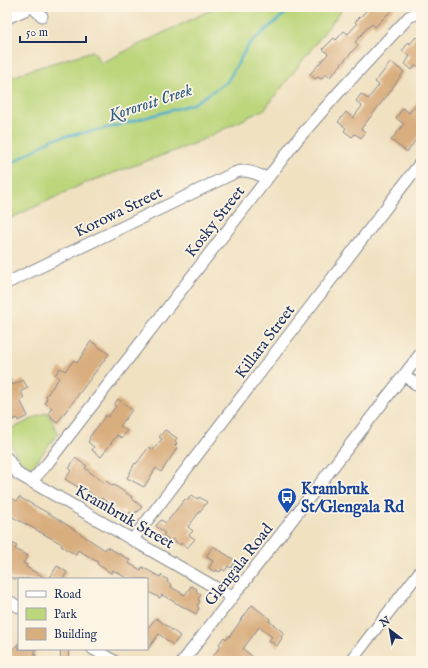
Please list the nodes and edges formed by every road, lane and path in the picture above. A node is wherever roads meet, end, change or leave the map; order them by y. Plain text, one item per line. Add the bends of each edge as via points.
1 (28, 7) edge
2 (32, 7) edge
3 (421, 15) edge
4 (42, 16) dead end
5 (7, 18) edge
6 (421, 162) edge
7 (264, 182) junction
8 (7, 283) edge
9 (421, 353) edge
10 (404, 375) junction
11 (421, 388) edge
12 (7, 458) edge
13 (33, 483) junction
14 (133, 539) junction
15 (421, 570) edge
16 (232, 597) junction
17 (7, 600) edge
18 (18, 606) edge
19 (95, 650) edge
20 (114, 661) edge
21 (183, 661) edge
22 (352, 661) edge

1 - 5 street
2 - 4 street
3 - 7 street, Kosky Street via 409,17 313,122
6 - 14 street, Killara Street
7 - 8 street, Korowa Street via 253,172 234,173
7 - 13 street, Kosky Street
9 - 10 street, Glengala Road
10 - 11 street
10 - 16 street, Glengala Road
12 - 13 street, Krambruk Street via 18,474
13 - 14 street, Krambruk Street
14 - 16 street, Krambruk Street
15 - 22 street
16 - 21 street, Glengala Road
17 - 18 street
19 - 20 street

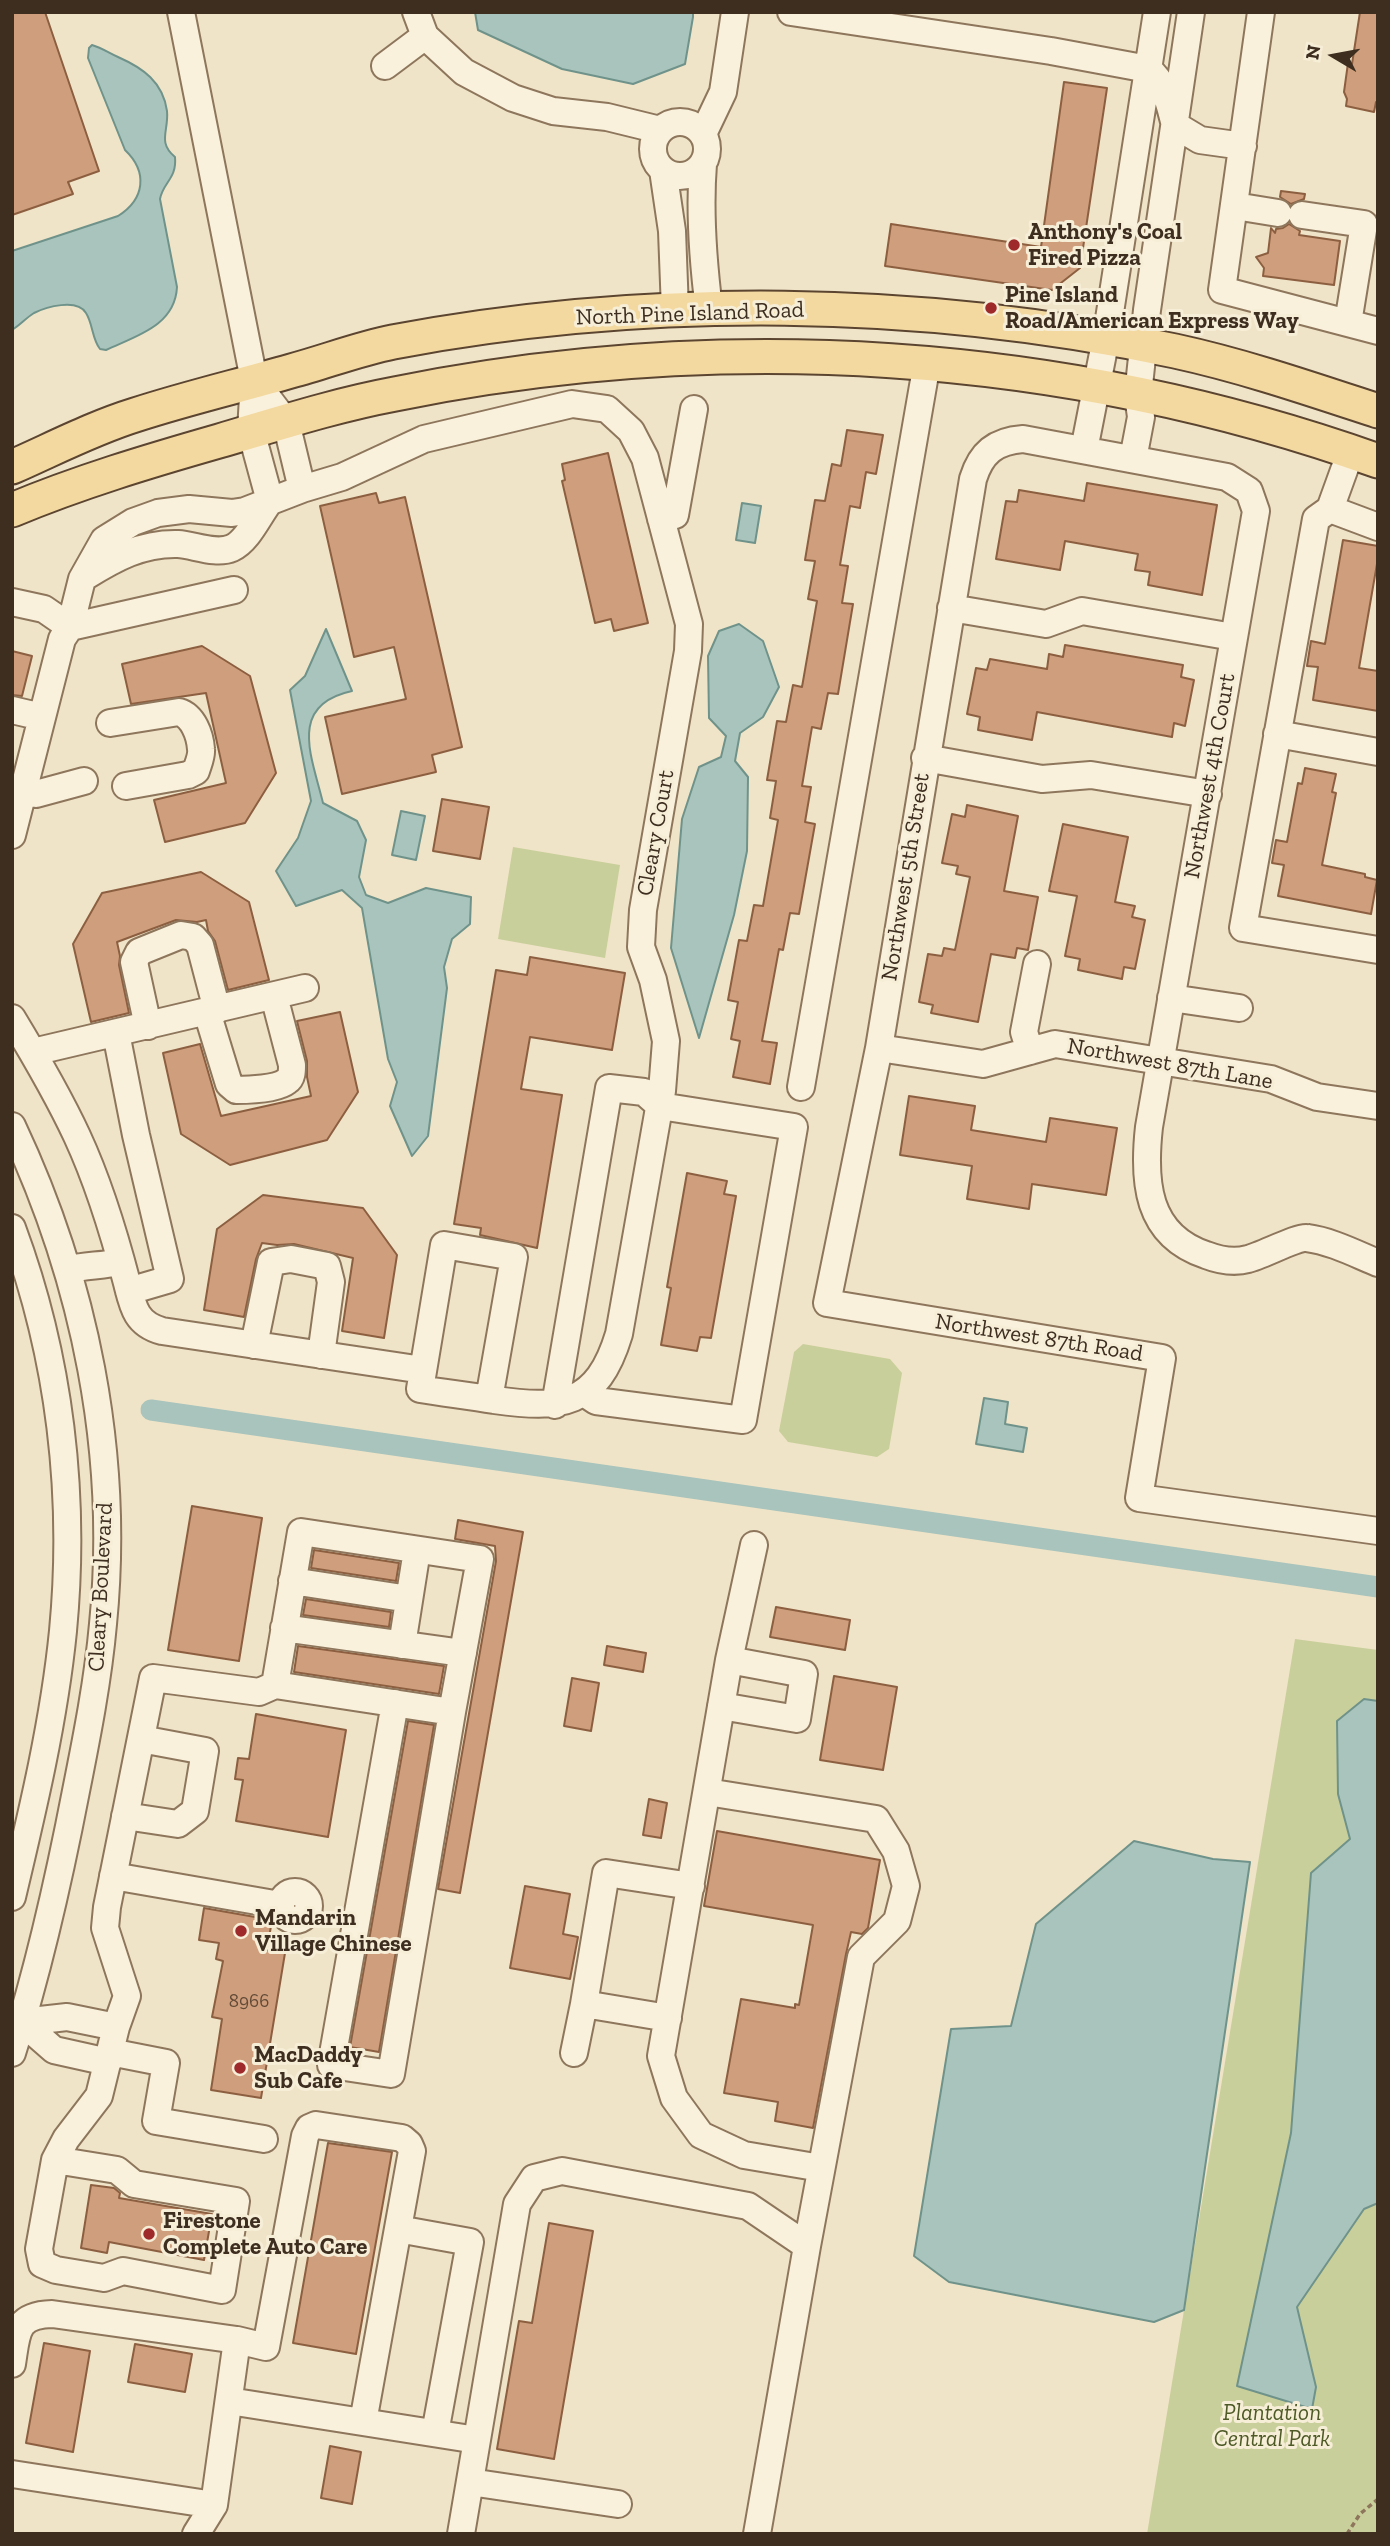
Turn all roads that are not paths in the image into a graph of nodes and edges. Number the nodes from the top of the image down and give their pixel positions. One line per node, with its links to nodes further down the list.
1 (181, 12): 24 (street)
2 (735, 12): 12 (street)
3 (791, 12): 9 (street)
4 (1157, 12): 9 (street)
5 (1191, 12): 10 (street)
6 (1261, 12): 13 (street)
7 (421, 24): 8 (street); 11 (street)
8 (385, 66)
9 (1148, 69): 10 (street); 21 (street)
10 (1175, 125): 13 (street); 22 (street)
11 (660, 130): 12 (street); 15 (street)
12 (703, 134): 14 (street)
13 (1243, 146): 16 (street)
14 (703, 164): 15 (street); 17 (street)
15 (663, 170): 18 (street)
16 (1235, 206): 19 (street); 19 (street)
17 (709, 309): 18 (main road, North Pine Island Road); 21 (main road, North Pine Island Road)
18 (675, 310): 24 (main road, North Pine Island Road)
19 (1348, 323): 20 (street)
20 (1378, 331)
21 (1106, 338): 22 (main road, North Pine Island Road); 25 (street)
22 (1144, 346): 26 (street); 28 (main road, North Pine Island Road)
23 (927, 363): 25 (main road, North Pine Island Road); 29 (main road, North Pine Island Road); 72 (street)
24 (254, 380): 29 (street); 30 (street); 34 (main road, North Pine Island Road)
25 (1098, 387): 26 (main road, North Pine Island Road); 31 (street)
26 (1138, 394): 32 (main road, North Pine Island Road); 33 (street)
27 (694, 409): 39 (street)
28 (1378, 411)
29 (286, 422): 30 (main road, North Pine Island Road); 35 (street)
30 (251, 431): 36 (street); 38 (main road, North Pine Island Road)
31 (1084, 450): 33 (street); 44 (street, Northwest 5th Street)
32 (1365, 456): 37 (street)
33 (1133, 459): 46 (street, Northwest 4th Court)
34 (12, 467)
35 (302, 489): 36 (street, Cleary Court); 39 (street, Cleary Court)
36 (270, 501): 41 (street, Cleary Court); 41 (street)
37 (1330, 509): 40 (street); 50 (street)
38 (12, 510)
39 (661, 519): 73 (street, Cleary Court)
40 (1378, 527)
41 (82, 579): 45 (street, Cleary Court)
42 (234, 590): 45 (street)
43 (12, 602): 45 (street)
44 (951, 608): 46 (street); 52 (street, Northwest 5th Street)
45 (70, 627): 48 (street, Cleary Court)
46 (1233, 637): 56 (street, Northwest 4th Court)
47 (12, 710): 48 (street)
48 (42, 717): 54 (street, Cleary Court)
49 (110, 723): 55 (street)
50 (1278, 734): 51 (street); 58 (street)
51 (1378, 752)
52 (925, 758): 56 (street); 68 (street, Northwest 5th Street)
53 (84, 781): 54 (street)
54 (20, 784): 57 (street, Cleary Court)
55 (126, 786)
56 (1208, 793): 62 (street, Northwest 4th Court)
57 (12, 835)
58 (1378, 950)
59 (1037, 964): 69 (street)
60 (305, 988): 61 (street)
61 (274, 996): 64 (street); 64 (street)
62 (1171, 998): 63 (street); 71 (street, Northwest 4th Court)
63 (1239, 1008)
64 (212, 1011): 66 (street); 66 (street)
65 (12, 1018): 70 (street)
66 (148, 1026): 67 (street)
67 (116, 1033): 70 (street); 80 (street)
68 (879, 1048): 69 (street, Northwest 87th Lane); 81 (street, Northwest 5th Street)
69 (1030, 1051): 71 (street, Northwest 87th Lane)
70 (33, 1052): 77 (street)
71 (1160, 1062): 74 (street, Northwest 87th Lane); 78 (street, Northwest 4th Court)
72 (801, 1087)
73 (660, 1106): 85 (street, Cleary Court); 85 (street); 87 (street)
74 (1378, 1106)
75 (12, 1126): 79 (street, Cleary Boulevard)
76 (12, 1228): 106 (street, Cleary Boulevard)
77 (121, 1261): 79 (street); 80 (street)
78 (1378, 1263)
79 (68, 1270): 110 (street, Cleary Boulevard)
80 (129, 1291): 82 (street)
81 (827, 1303): 88 (street, Northwest 87th Road)
82 (254, 1345): 83 (street); 83 (street)
83 (321, 1355): 84 (street)
84 (423, 1370): 86 (street, Cleary Court); 86 (street)
85 (584, 1393): 87 (street, Cleary Court)
86 (489, 1399): 87 (street, Cleary Court)
87 (555, 1405)
88 (1378, 1531)
89 (754, 1545): 96 (street)
90 (417, 1549): 91 (street); 92 (street); 95 (street)
91 (292, 1581): 92 (street); 93 (street)
92 (409, 1599): 94 (street)
93 (284, 1628): 94 (street); 97 (street)
94 (402, 1645): 95 (street)
95 (463, 1653): 100 (street)
96 (729, 1660): 99 (street); 99 (street)
97 (275, 1685): 98 (street); 101 (street)
98 (395, 1703): 100 (street); 100 (street)
99 (721, 1706): 102 (street)
100 (452, 1712)
101 (141, 1739): 103 (street); 103 (street)
102 (707, 1792): 105 (street); 116 (street)
103 (125, 1816): 104 (street)
104 (113, 1876): 107 (street); 111 (street)
105 (691, 1886): 108 (street); 109 (street)
106 (12, 1897)
107 (280, 1905)
108 (584, 2004): 109 (street); 113 (street)
109 (668, 2018): 116 (street)
110 (17, 2021): 111 (street); 111 (street); 112 (street, Cleary Boulevard)
111 (111, 2047): 114 (street); 115 (street)
112 (12, 2053)
113 (574, 2053)
114 (264, 2139)
115 (55, 2160): 115 (street)
116 (821, 2168): 119 (street)
117 (398, 2229): 118 (street); 121 (street); 124 (street)
118 (470, 2242): 120 (street); 125 (street)
119 (807, 2246): 120 (street); 133 (street)
120 (509, 2248): 126 (street)
121 (237, 2340): 122 (street); 123 (street)
122 (12, 2364)
123 (229, 2401): 124 (street); 130 (street)
124 (363, 2422): 125 (street)
125 (435, 2433): 126 (street)
126 (477, 2440): 128 (street)
127 (12, 2474): 130 (street)
128 (470, 2482): 129 (street); 132 (street)
129 (618, 2504)
130 (214, 2505): 131 (street)
131 (196, 2534)
132 (461, 2534)
133 (757, 2534)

* * *

● **Exercise prompt**: An exact copy of each entry is required, minus the pictures.

● **Expected output**:
Please list the nodes and edges formed by every road, lane and path in the picture above. A node is wherever roads meet, end, change or leave the map; order them by y. Plain text, one item per line. Add the bends of each edge as via points.
1 (28, 7) edge
2 (32, 7) edge
3 (421, 15) edge
4 (42, 16) dead end
5 (7, 18) edge
6 (421, 162) edge
7 (264, 182) junction
8 (7, 283) edge
9 (421, 353) edge
10 (404, 375) junction
11 (421, 388) edge
12 (7, 458) edge
13 (33, 483) junction
14 (133, 539) junction
15 (421, 570) edge
16 (232, 597) junction
17 (7, 600) edge
18 (18, 606) edge
19 (95, 650) edge
20 (114, 661) edge
21 (183, 661) edge
22 (352, 661) edge

1 - 5 street
2 - 4 street
3 - 7 street, Kosky Street via 409,17 313,122
6 - 14 street, Killara Street
7 - 8 street, Korowa Street via 253,172 234,173
7 - 13 street, Kosky Street
9 - 10 street, Glengala Road
10 - 11 street
10 - 16 street, Glengala Road
12 - 13 street, Krambruk Street via 18,474
13 - 14 street, Krambruk Street
14 - 16 street, Krambruk Street
15 - 22 street
16 - 21 street, Glengala Road
17 - 18 street
19 - 20 street

Turn all roads that are not paths in the image into a graph of nodes and edges. Number the nodes from the top of the image down and give their pixel positions. One line per node, with its links to nodes further down the list.
1 (181, 12): 24 (street)
2 (735, 12): 12 (street)
3 (791, 12): 9 (street)
4 (1157, 12): 9 (street)
5 (1191, 12): 10 (street)
6 (1261, 12): 13 (street)
7 (421, 24): 8 (street); 11 (street)
8 (385, 66)
9 (1148, 69): 10 (street); 21 (street)
10 (1175, 125): 13 (street); 22 (street)
11 (660, 130): 12 (street); 15 (street)
12 (703, 134): 14 (street)
13 (1243, 146): 16 (street)
14 (703, 164): 15 (street); 17 (street)
15 (663, 170): 18 (street)
16 (1235, 206): 19 (street); 19 (street)
17 (709, 309): 18 (main road, North Pine Island Road); 21 (main road, North Pine Island Road)
18 (675, 310): 24 (main road, North Pine Island Road)
19 (1348, 323): 20 (street)
20 (1378, 331)
21 (1106, 338): 22 (main road, North Pine Island Road); 25 (street)
22 (1144, 346): 26 (street); 28 (main road, North Pine Island Road)
23 (927, 363): 25 (main road, North Pine Island Road); 29 (main road, North Pine Island Road); 72 (street)
24 (254, 380): 29 (street); 30 (street); 34 (main road, North Pine Island Road)
25 (1098, 387): 26 (main road, North Pine Island Road); 31 (street)
26 (1138, 394): 32 (main road, North Pine Island Road); 33 (street)
27 (694, 409): 39 (street)
28 (1378, 411)
29 (286, 422): 30 (main road, North Pine Island Road); 35 (street)
30 (251, 431): 36 (street); 38 (main road, North Pine Island Road)
31 (1084, 450): 33 (street); 44 (street, Northwest 5th Street)
32 (1365, 456): 37 (street)
33 (1133, 459): 46 (street, Northwest 4th Court)
34 (12, 467)
35 (302, 489): 36 (street, Cleary Court); 39 (street, Cleary Court)
36 (270, 501): 41 (street, Cleary Court); 41 (street)
37 (1330, 509): 40 (street); 50 (street)
38 (12, 510)
39 (661, 519): 73 (street, Cleary Court)
40 (1378, 527)
41 (82, 579): 45 (street, Cleary Court)
42 (234, 590): 45 (street)
43 (12, 602): 45 (street)
44 (951, 608): 46 (street); 52 (street, Northwest 5th Street)
45 (70, 627): 48 (street, Cleary Court)
46 (1233, 637): 56 (street, Northwest 4th Court)
47 (12, 710): 48 (street)
48 (42, 717): 54 (street, Cleary Court)
49 (110, 723): 55 (street)
50 (1278, 734): 51 (street); 58 (street)
51 (1378, 752)
52 (925, 758): 56 (street); 68 (street, Northwest 5th Street)
53 (84, 781): 54 (street)
54 (20, 784): 57 (street, Cleary Court)
55 (126, 786)
56 (1208, 793): 62 (street, Northwest 4th Court)
57 (12, 835)
58 (1378, 950)
59 (1037, 964): 69 (street)
60 (305, 988): 61 (street)
61 (274, 996): 64 (street); 64 (street)
62 (1171, 998): 63 (street); 71 (street, Northwest 4th Court)
63 (1239, 1008)
64 (212, 1011): 66 (street); 66 (street)
65 (12, 1018): 70 (street)
66 (148, 1026): 67 (street)
67 (116, 1033): 70 (street); 80 (street)
68 (879, 1048): 69 (street, Northwest 87th Lane); 81 (street, Northwest 5th Street)
69 (1030, 1051): 71 (street, Northwest 87th Lane)
70 (33, 1052): 77 (street)
71 (1160, 1062): 74 (street, Northwest 87th Lane); 78 (street, Northwest 4th Court)
72 (801, 1087)
73 (660, 1106): 85 (street, Cleary Court); 85 (street); 87 (street)
74 (1378, 1106)
75 (12, 1126): 79 (street, Cleary Boulevard)
76 (12, 1228): 106 (street, Cleary Boulevard)
77 (121, 1261): 79 (street); 80 (street)
78 (1378, 1263)
79 (68, 1270): 110 (street, Cleary Boulevard)
80 (129, 1291): 82 (street)
81 (827, 1303): 88 (street, Northwest 87th Road)
82 (254, 1345): 83 (street); 83 (street)
83 (321, 1355): 84 (street)
84 (423, 1370): 86 (street, Cleary Court); 86 (street)
85 (584, 1393): 87 (street, Cleary Court)
86 (489, 1399): 87 (street, Cleary Court)
87 (555, 1405)
88 (1378, 1531)
89 (754, 1545): 96 (street)
90 (417, 1549): 91 (street); 92 (street); 95 (street)
91 (292, 1581): 92 (street); 93 (street)
92 (409, 1599): 94 (street)
93 (284, 1628): 94 (street); 97 (street)
94 (402, 1645): 95 (street)
95 (463, 1653): 100 (street)
96 (729, 1660): 99 (street); 99 (street)
97 (275, 1685): 98 (street); 101 (street)
98 (395, 1703): 100 (street); 100 (street)
99 (721, 1706): 102 (street)
100 (452, 1712)
101 (141, 1739): 103 (street); 103 (street)
102 (707, 1792): 105 (street); 116 (street)
103 (125, 1816): 104 (street)
104 (113, 1876): 107 (street); 111 (street)
105 (691, 1886): 108 (street); 109 (street)
106 (12, 1897)
107 (280, 1905)
108 (584, 2004): 109 (street); 113 (street)
109 (668, 2018): 116 (street)
110 (17, 2021): 111 (street); 111 (street); 112 (street, Cleary Boulevard)
111 (111, 2047): 114 (street); 115 (street)
112 (12, 2053)
113 (574, 2053)
114 (264, 2139)
115 (55, 2160): 115 (street)
116 (821, 2168): 119 (street)
117 (398, 2229): 118 (street); 121 (street); 124 (street)
118 (470, 2242): 120 (street); 125 (street)
119 (807, 2246): 120 (street); 133 (street)
120 (509, 2248): 126 (street)
121 (237, 2340): 122 (street); 123 (street)
122 (12, 2364)
123 (229, 2401): 124 (street); 130 (street)
124 (363, 2422): 125 (street)
125 (435, 2433): 126 (street)
126 (477, 2440): 128 (street)
127 (12, 2474): 130 (street)
128 (470, 2482): 129 (street); 132 (street)
129 (618, 2504)
130 (214, 2505): 131 (street)
131 (196, 2534)
132 (461, 2534)
133 (757, 2534)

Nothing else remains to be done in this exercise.